Records from a dataset
*** Begin section ***

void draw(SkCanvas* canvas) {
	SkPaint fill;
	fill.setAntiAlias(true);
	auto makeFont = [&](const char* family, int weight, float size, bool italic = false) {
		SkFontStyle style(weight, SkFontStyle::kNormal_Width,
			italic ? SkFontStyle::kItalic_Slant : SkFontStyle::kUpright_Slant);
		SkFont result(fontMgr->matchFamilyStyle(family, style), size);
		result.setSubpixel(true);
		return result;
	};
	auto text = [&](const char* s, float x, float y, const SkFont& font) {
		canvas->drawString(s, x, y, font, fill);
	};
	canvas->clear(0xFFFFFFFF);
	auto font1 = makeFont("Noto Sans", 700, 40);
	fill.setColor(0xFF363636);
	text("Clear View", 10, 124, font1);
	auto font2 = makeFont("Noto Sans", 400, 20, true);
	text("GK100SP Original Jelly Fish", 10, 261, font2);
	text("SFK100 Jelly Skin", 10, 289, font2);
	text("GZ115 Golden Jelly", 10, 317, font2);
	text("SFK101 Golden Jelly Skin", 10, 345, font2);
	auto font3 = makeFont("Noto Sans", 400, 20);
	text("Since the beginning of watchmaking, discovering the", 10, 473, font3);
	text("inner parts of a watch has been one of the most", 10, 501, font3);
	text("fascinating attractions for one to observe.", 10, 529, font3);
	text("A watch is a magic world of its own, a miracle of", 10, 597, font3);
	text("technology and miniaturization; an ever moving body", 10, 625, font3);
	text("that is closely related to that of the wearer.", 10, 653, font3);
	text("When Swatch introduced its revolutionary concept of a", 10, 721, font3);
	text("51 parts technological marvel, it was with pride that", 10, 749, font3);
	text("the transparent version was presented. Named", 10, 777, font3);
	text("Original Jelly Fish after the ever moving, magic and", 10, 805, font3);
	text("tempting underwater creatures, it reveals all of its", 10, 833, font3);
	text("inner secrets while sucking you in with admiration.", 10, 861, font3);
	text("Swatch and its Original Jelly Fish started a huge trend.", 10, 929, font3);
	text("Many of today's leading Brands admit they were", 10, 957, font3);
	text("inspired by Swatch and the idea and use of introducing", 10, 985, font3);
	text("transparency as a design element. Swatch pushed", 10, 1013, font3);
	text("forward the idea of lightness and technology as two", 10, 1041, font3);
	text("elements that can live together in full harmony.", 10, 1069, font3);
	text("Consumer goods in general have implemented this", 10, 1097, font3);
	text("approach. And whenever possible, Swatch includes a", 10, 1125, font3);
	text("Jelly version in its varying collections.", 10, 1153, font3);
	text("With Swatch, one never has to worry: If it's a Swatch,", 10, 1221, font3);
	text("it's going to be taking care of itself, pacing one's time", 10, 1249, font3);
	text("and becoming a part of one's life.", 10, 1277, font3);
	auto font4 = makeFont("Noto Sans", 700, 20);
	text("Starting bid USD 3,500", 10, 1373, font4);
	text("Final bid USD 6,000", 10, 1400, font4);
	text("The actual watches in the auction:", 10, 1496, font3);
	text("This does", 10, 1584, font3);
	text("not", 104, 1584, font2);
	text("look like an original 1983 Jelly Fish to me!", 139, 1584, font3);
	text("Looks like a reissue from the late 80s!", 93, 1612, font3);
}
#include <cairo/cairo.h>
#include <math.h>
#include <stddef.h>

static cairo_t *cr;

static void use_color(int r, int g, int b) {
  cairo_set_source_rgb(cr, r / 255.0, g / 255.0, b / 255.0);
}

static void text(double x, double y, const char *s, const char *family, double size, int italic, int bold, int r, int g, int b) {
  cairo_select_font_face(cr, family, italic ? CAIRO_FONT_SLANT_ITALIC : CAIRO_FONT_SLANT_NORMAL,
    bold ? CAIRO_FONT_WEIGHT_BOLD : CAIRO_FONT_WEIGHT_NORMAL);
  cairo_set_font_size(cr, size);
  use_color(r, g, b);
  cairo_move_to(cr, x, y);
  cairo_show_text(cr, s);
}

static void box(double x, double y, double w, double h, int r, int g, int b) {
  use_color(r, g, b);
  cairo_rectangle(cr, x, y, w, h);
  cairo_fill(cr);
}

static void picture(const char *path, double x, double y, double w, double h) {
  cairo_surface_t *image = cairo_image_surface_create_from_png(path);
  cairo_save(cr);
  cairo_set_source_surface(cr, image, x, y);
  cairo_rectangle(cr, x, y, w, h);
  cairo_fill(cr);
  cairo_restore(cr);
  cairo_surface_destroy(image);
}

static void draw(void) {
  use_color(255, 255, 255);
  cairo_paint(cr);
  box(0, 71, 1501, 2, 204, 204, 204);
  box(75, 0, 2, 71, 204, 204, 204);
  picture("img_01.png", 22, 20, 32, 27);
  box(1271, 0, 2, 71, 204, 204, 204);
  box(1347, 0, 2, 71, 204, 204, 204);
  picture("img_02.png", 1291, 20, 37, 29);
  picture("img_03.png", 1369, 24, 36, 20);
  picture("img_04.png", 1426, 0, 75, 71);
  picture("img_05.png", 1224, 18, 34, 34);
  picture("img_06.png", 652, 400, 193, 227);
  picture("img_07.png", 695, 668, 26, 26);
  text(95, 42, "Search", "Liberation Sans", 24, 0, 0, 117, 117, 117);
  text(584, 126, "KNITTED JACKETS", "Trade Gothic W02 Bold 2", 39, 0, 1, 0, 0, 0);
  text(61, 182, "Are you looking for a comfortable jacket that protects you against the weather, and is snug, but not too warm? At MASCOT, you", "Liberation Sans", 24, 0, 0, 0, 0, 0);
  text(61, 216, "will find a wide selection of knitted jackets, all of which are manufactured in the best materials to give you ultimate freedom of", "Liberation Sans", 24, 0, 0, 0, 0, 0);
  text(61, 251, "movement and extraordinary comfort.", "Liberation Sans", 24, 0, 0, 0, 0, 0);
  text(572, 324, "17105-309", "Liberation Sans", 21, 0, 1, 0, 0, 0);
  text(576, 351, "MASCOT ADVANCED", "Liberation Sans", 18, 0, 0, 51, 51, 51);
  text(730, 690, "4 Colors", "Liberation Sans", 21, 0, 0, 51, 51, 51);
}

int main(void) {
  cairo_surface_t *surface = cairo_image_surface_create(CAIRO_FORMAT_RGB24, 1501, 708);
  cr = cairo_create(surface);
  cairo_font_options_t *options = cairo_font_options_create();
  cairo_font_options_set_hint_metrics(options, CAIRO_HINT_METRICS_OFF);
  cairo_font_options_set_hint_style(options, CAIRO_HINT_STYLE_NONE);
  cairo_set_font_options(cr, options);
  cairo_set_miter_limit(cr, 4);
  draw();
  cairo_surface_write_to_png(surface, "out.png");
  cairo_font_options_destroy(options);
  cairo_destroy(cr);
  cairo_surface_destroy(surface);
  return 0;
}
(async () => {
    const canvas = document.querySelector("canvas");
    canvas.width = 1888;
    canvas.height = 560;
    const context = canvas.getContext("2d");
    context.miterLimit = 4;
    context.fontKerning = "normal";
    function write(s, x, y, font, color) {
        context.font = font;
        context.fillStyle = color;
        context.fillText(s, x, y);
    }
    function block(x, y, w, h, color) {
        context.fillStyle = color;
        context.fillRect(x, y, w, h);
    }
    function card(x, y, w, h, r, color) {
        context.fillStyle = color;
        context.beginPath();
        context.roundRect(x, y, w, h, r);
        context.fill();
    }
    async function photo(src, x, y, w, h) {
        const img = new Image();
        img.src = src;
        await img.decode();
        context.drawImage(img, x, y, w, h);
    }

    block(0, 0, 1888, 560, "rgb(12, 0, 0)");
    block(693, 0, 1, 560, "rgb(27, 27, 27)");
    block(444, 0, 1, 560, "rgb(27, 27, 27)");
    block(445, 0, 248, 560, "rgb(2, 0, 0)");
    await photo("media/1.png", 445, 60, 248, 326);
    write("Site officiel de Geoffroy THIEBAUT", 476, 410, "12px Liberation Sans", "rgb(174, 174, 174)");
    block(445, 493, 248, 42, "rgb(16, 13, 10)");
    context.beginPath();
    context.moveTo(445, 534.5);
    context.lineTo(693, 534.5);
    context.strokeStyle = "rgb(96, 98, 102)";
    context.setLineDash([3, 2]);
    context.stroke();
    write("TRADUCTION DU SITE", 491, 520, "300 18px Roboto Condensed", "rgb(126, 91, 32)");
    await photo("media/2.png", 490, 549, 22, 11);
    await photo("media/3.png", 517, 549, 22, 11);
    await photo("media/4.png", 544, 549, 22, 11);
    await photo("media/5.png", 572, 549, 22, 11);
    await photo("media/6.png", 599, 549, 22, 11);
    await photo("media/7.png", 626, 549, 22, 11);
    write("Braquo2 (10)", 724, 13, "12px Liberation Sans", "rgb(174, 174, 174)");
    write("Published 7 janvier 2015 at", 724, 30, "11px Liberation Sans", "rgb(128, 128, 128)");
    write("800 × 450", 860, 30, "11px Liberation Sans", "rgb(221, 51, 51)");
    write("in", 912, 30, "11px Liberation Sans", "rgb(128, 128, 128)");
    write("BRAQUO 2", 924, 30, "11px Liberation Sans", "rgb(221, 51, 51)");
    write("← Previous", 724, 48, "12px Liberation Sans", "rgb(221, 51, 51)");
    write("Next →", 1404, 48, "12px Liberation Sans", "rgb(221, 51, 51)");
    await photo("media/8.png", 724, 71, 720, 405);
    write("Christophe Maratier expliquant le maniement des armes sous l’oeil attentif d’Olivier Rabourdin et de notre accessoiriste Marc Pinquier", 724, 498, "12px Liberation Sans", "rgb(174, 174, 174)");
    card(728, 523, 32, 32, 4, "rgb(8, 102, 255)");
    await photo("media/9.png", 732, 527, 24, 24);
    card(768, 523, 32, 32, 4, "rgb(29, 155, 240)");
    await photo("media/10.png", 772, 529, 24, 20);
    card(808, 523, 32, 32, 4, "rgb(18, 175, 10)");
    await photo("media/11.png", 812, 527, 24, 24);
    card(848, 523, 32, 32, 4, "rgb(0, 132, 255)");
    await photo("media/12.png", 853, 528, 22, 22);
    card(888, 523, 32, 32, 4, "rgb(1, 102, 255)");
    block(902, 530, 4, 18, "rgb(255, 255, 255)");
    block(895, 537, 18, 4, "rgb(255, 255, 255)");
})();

*** End section ***

- Try it -
If a line of the data above contains "char", copy it out.

- Exercise answer -
	auto makeFont = [&](const char* family, int weight, float size, bool italic = false) {
	auto text = [&](const char* s, float x, float y, const SkFont& font) {
static void text(double x, double y, const char *s, const char *family, double size, int italic, int bold, int r, int g, int b) {
static void picture(const char *path, double x, double y, double w, double h) {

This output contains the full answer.